» **Collected data**
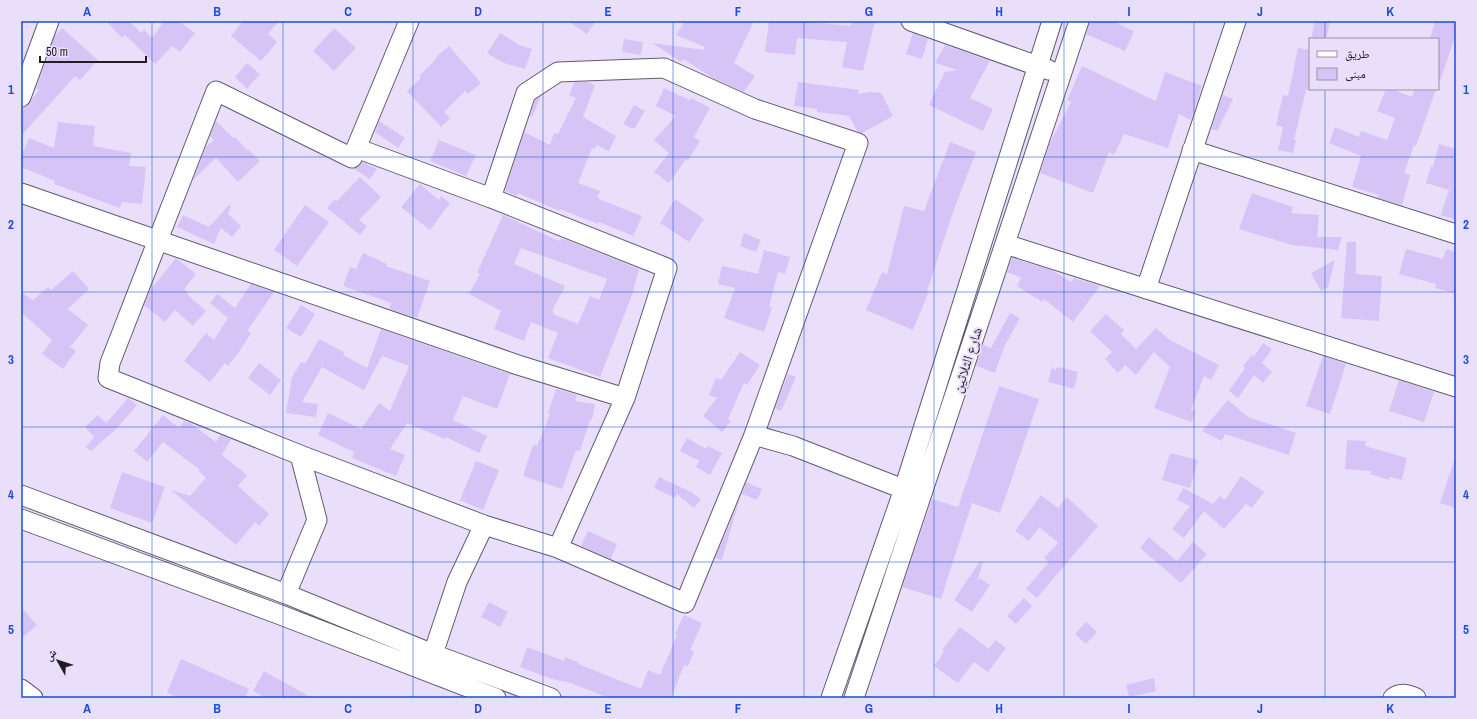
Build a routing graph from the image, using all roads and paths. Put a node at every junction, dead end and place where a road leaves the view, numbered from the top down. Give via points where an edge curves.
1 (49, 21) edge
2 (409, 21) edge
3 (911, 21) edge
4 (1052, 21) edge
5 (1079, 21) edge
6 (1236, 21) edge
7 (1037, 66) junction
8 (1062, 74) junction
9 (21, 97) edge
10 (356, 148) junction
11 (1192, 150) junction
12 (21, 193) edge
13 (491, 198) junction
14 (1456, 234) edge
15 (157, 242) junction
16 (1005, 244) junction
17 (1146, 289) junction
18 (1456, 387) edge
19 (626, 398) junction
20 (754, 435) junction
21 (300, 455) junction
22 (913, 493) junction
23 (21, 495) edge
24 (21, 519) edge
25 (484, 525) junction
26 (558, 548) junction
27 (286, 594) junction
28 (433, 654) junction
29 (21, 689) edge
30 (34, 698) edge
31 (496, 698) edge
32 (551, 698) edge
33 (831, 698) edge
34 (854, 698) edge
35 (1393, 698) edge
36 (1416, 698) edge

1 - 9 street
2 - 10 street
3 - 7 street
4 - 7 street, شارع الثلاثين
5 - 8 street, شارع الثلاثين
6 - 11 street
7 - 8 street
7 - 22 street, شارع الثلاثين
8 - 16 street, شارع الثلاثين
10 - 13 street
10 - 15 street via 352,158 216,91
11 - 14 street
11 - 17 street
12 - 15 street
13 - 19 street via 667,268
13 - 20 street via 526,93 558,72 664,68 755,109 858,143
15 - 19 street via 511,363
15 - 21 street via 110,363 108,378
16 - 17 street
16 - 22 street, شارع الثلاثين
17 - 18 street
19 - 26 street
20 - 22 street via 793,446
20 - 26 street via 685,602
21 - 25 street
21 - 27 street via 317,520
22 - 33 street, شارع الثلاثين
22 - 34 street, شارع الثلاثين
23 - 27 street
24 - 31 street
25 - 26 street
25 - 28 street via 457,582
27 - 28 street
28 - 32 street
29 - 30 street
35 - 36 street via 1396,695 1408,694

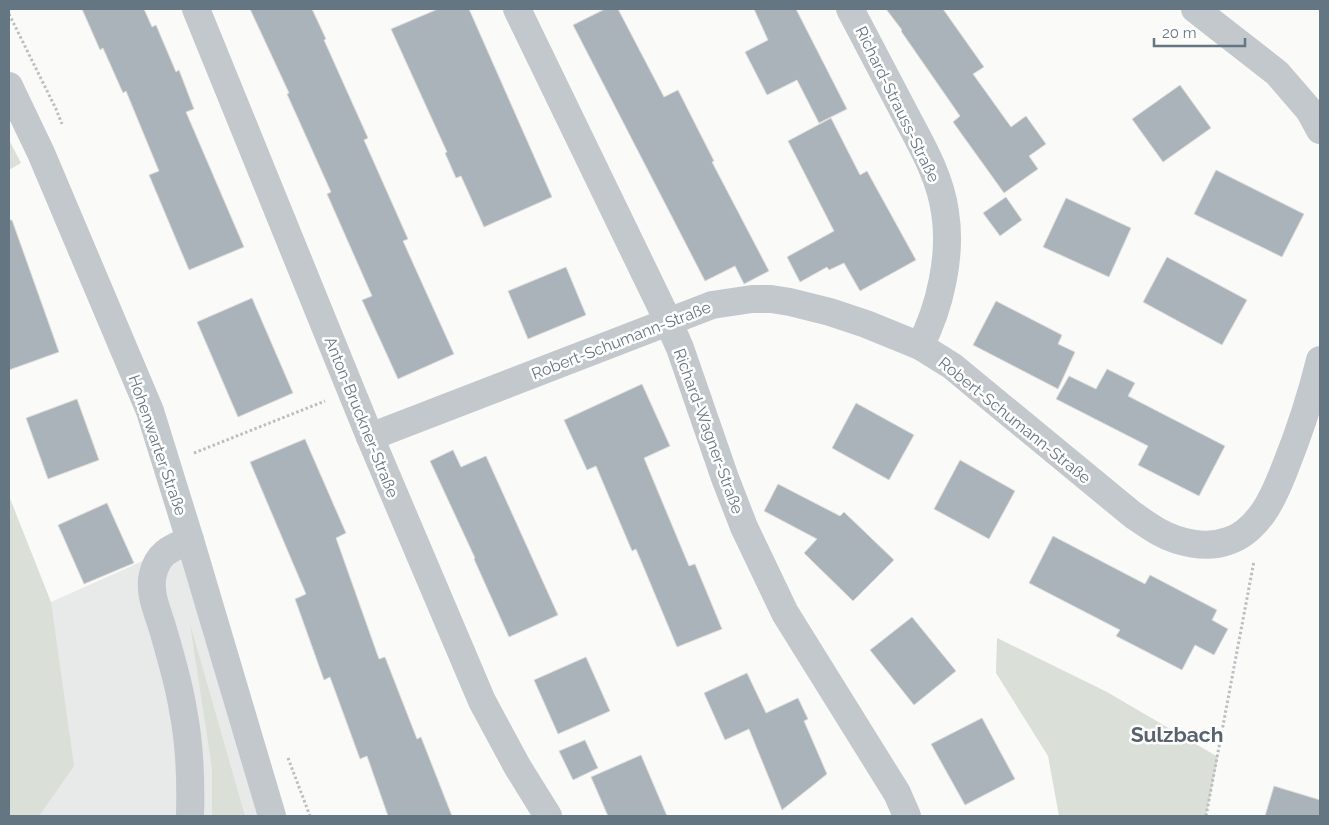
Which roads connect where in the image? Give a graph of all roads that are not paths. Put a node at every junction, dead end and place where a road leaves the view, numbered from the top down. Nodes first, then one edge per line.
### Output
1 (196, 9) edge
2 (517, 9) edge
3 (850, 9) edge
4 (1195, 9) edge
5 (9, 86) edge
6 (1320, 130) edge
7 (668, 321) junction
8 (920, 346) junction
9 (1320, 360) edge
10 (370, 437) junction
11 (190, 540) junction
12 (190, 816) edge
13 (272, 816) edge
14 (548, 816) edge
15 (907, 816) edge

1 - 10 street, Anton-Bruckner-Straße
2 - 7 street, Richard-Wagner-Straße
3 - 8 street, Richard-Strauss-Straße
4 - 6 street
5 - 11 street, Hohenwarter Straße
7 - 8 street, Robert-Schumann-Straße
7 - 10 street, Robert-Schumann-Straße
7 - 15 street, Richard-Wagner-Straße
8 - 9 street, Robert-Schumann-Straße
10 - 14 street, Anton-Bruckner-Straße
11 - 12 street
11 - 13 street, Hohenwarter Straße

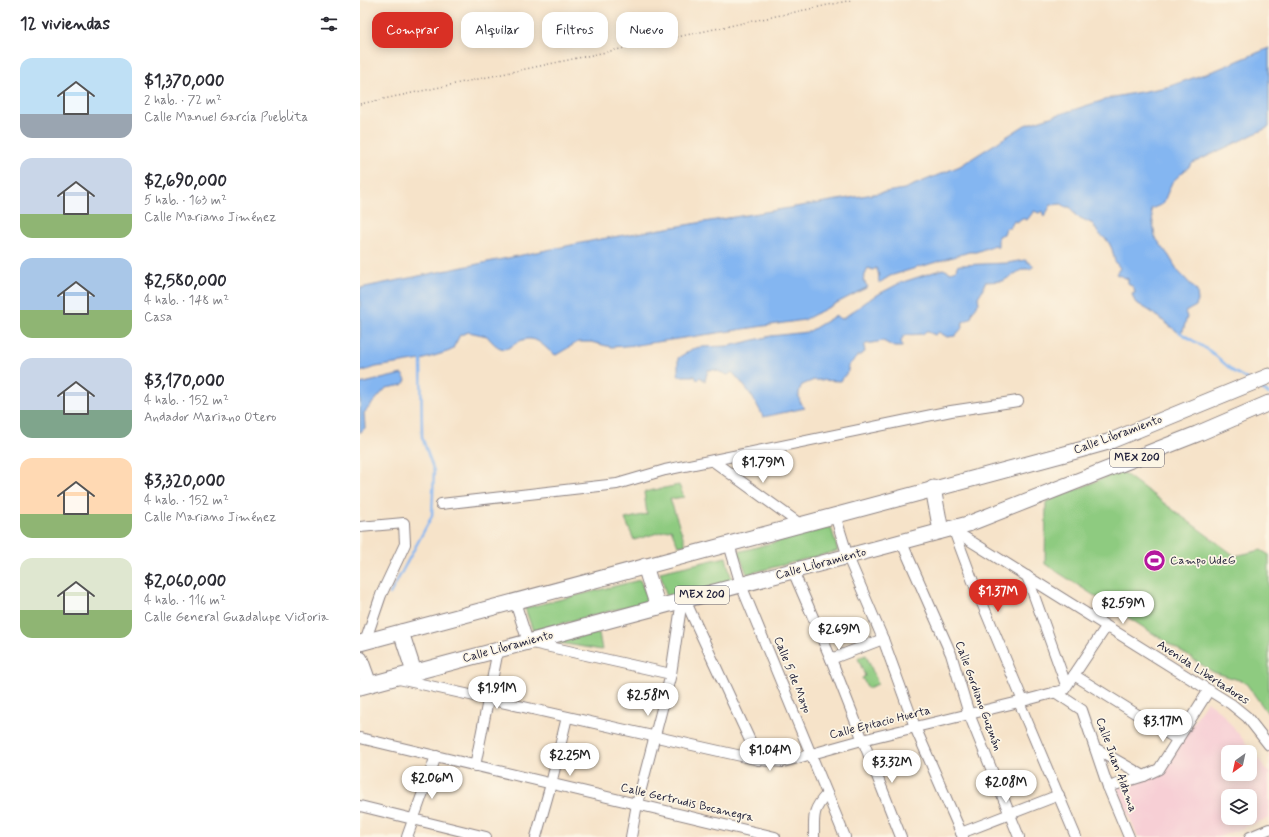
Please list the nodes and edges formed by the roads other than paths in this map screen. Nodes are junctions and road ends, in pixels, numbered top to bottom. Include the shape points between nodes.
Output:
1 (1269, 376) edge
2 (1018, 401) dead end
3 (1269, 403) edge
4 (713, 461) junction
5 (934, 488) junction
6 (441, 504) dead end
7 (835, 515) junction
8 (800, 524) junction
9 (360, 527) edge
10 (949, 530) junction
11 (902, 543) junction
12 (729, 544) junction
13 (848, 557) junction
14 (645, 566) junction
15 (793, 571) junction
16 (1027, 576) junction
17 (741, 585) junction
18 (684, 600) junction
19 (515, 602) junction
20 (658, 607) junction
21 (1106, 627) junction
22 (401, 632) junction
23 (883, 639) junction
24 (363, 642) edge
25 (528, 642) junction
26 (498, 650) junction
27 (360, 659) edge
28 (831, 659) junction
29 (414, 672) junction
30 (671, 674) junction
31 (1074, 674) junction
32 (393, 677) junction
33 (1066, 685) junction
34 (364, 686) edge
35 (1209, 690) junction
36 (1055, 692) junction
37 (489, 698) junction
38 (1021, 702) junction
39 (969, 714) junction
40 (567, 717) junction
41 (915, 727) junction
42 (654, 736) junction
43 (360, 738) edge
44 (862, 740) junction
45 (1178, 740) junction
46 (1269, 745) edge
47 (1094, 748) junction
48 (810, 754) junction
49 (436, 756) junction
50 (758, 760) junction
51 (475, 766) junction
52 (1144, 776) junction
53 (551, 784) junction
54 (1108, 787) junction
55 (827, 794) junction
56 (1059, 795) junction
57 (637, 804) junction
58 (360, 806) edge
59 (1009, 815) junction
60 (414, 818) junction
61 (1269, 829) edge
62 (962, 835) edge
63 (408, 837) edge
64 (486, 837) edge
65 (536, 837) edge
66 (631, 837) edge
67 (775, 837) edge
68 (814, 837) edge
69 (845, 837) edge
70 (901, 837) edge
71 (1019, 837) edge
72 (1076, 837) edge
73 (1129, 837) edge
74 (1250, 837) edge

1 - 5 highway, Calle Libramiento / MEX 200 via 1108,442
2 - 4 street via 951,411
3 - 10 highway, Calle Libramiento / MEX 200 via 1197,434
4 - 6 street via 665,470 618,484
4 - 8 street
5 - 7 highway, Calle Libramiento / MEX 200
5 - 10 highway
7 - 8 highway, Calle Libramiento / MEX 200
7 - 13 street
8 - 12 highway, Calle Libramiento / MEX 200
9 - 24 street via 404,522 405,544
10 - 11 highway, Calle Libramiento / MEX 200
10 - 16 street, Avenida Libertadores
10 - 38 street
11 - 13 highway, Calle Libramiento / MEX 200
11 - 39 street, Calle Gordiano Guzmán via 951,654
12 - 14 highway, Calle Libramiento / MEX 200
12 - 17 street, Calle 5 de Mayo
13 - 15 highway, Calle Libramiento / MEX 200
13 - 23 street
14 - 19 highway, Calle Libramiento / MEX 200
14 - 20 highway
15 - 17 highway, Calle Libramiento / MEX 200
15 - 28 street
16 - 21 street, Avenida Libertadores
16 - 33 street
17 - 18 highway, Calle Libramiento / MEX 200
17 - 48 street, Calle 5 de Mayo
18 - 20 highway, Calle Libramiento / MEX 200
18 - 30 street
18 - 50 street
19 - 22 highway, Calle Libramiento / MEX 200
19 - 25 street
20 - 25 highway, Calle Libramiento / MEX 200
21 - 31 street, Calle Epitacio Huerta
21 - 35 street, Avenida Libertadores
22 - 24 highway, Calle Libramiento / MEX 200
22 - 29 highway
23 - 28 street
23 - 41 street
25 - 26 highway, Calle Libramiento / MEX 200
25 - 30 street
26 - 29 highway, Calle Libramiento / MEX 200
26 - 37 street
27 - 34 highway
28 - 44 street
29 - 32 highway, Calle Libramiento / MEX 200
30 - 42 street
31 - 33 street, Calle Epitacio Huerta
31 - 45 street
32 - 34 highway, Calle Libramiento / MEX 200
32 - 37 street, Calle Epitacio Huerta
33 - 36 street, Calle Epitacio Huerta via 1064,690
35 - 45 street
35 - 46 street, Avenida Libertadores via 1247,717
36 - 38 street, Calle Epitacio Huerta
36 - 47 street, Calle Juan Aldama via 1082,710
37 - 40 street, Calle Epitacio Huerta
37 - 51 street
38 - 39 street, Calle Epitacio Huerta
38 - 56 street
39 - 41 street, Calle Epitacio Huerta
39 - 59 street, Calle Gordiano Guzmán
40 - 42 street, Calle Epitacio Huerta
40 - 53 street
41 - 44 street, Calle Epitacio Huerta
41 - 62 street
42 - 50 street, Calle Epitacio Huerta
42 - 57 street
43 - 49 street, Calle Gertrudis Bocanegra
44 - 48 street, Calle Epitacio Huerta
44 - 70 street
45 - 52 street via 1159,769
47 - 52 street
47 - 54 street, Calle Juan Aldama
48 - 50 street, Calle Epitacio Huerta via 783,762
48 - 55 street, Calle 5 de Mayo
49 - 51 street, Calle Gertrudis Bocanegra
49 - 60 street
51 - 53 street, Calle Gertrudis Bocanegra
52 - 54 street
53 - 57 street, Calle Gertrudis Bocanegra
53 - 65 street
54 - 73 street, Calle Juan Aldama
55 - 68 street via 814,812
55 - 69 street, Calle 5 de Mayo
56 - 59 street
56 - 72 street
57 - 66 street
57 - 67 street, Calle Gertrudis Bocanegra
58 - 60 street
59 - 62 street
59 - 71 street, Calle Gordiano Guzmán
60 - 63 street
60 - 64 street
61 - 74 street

» **WORK REQUIRED**
Within the data above, how many lines contain "الثلاثين"? Respond with the tally alone.

» **RESULT FOR THIS TASK**
7